En arrivant chez l'habitant on vous donne systématiquement des chaussons, car il n'est pas bon d'amener la poussière de la rue dans la maison ; pour boire on vous donne le choix entre de l'eau minérale ou municipale ... mais décantée et bouillie (Tchernobyl est à 30 km à vol d'oiseau).
Le lendemain, nous arrivons à la polyclinique de l'Arsenal où le bureau proposé s'avère trop petit.
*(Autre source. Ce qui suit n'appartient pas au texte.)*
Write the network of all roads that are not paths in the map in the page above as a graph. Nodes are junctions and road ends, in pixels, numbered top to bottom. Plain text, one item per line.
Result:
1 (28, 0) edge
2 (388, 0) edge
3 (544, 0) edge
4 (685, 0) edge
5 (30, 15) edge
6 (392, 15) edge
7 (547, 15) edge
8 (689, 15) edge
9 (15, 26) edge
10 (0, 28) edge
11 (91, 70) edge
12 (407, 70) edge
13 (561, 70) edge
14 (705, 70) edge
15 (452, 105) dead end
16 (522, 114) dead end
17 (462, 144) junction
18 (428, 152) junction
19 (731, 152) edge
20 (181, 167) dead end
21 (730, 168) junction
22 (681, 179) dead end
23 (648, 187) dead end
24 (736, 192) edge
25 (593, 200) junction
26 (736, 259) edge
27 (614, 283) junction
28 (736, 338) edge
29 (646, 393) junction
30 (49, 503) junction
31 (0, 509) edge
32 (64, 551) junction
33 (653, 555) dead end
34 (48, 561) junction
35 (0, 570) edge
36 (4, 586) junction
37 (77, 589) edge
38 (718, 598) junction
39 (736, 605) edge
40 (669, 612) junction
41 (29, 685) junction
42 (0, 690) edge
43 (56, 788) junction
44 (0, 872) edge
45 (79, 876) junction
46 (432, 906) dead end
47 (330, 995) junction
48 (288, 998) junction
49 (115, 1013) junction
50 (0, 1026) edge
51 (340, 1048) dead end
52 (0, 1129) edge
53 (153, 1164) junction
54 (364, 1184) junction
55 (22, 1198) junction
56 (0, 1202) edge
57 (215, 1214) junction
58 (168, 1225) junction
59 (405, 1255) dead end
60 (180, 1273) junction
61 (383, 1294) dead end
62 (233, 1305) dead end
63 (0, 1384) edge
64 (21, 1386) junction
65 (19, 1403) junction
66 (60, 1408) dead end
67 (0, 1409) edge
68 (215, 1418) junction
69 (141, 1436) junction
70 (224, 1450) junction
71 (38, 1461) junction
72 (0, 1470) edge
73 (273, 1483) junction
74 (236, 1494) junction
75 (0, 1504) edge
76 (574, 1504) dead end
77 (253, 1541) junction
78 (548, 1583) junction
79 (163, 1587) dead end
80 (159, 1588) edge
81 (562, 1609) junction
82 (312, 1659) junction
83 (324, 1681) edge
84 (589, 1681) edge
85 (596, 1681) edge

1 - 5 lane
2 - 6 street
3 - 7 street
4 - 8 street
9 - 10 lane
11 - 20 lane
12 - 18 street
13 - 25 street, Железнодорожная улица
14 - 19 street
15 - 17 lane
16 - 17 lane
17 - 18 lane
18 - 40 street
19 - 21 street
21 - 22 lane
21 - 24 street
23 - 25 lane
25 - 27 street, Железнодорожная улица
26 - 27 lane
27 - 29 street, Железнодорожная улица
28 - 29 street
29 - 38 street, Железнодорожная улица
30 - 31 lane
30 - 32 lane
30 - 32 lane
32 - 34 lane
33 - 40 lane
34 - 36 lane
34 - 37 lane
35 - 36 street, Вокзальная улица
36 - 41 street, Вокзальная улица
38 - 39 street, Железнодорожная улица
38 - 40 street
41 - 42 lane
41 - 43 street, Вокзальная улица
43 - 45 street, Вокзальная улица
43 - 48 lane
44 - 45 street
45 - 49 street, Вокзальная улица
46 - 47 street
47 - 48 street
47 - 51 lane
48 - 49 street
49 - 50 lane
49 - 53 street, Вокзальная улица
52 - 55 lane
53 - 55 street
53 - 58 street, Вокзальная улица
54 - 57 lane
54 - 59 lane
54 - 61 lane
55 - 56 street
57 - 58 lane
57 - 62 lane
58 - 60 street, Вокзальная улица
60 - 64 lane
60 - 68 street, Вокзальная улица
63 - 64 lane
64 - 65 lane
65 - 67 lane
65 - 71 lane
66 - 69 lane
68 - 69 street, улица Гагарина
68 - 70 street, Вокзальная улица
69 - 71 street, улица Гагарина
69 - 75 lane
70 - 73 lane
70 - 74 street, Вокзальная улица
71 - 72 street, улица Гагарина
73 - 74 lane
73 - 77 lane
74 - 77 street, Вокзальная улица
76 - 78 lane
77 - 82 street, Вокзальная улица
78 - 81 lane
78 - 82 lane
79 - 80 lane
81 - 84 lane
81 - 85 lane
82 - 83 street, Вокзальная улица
Une heure plus tard (et c'est rapide) nous emménageons dans une salle plus grande où l'on peut mettre, outre un très long bureau, 2 banquettes de salle d'attente dont la hauteur est à 8 cm en dessous du genou qui nous serviront de tables de travail (dur, dur pour le dos ...)
Après un long avant-propos théorique, nous entrons dans le vif du sujet en traitant : 2 enfants jumeaux de 9 ans (présentant des pathologies respiratoires), un enfant de 13 ans (problèmes émotionnels importants et asthmatique), un de 8 ans (dyspnéique) un de 12 ans et un bébé (tous 2 asthmatiques), ce dernier cas me donnant la possibilité d'enseigner les techniques applicables aux nourrissons.
Tout cela ayant été précédé par le traitement de 2 praticiens qui, étonnés, ont "senti" et apprécié leur nouvel équilibre après correction.
Il est 15 h.30, la "matinée" est terminée, j'ai faim !
"L'après-midi " passée à soigner d'autres cas (adultes et praticiens) se terminera à 21 heures.!
Dans les jours qui ont suivi, nous avons eu l'occasion de voir, outre les cas d'asthme, les pathologies de peau, eczéma, psoriasis, les allergies, beaucoup de cas sont sous-tendus par des problèmes de déficience immunitaire due aux conséquences de la catastrophe de 1986.
Dans l'ensemble, tous les praticiens contactés par Galina ne se connaissaient pas entre eux ; parallèlement à l'apprentissage de la méthode, il s'est créé un esprit de groupe qui s'est concrétisé par la mise en place, unanime, et enthousiaste de "ASMA Ukraine" qui leur servira aussi, étant donné, leur nombre restreint, de structure professionnelle.
![]() Sambir Volodymyr |
![]() Vassyl Martynenko |
![]() Oleksandr Koshman |
![]() Cheremsky Andryï |
![]() Dovbah Volodymyr |
5 premières "graines" |
Tous ces praticiens, (Sambir Volodymir, est médecin assistant de la Chaire de Thérapie Manuelle de l'Institut de la Médecine à Kyïv, Cheremsky Andryï est Médecin réanimateur à l'Hôpital de Kharkiv ; Vassyl Martynenko, Oleksandr Koshman etDovbah Volodymyr sont thérapeutes manuels, kinésithérapeutes) ont posé beaucoup de questions relatives à la technique et je les ai sentis très intéressés, enthousiastes, heureux d'avoir appris cette méthode (en soulignant le travail énorme accompli par Jacques), parfois appréhensifs, au début, d'arriver à pratiquer, puis comprenant la simplicité ainsi que la richesse des multiples nuances techniques, un désir de se perfectionner, et la compréhension de ce que cette méthode avait de différent des autres techniques.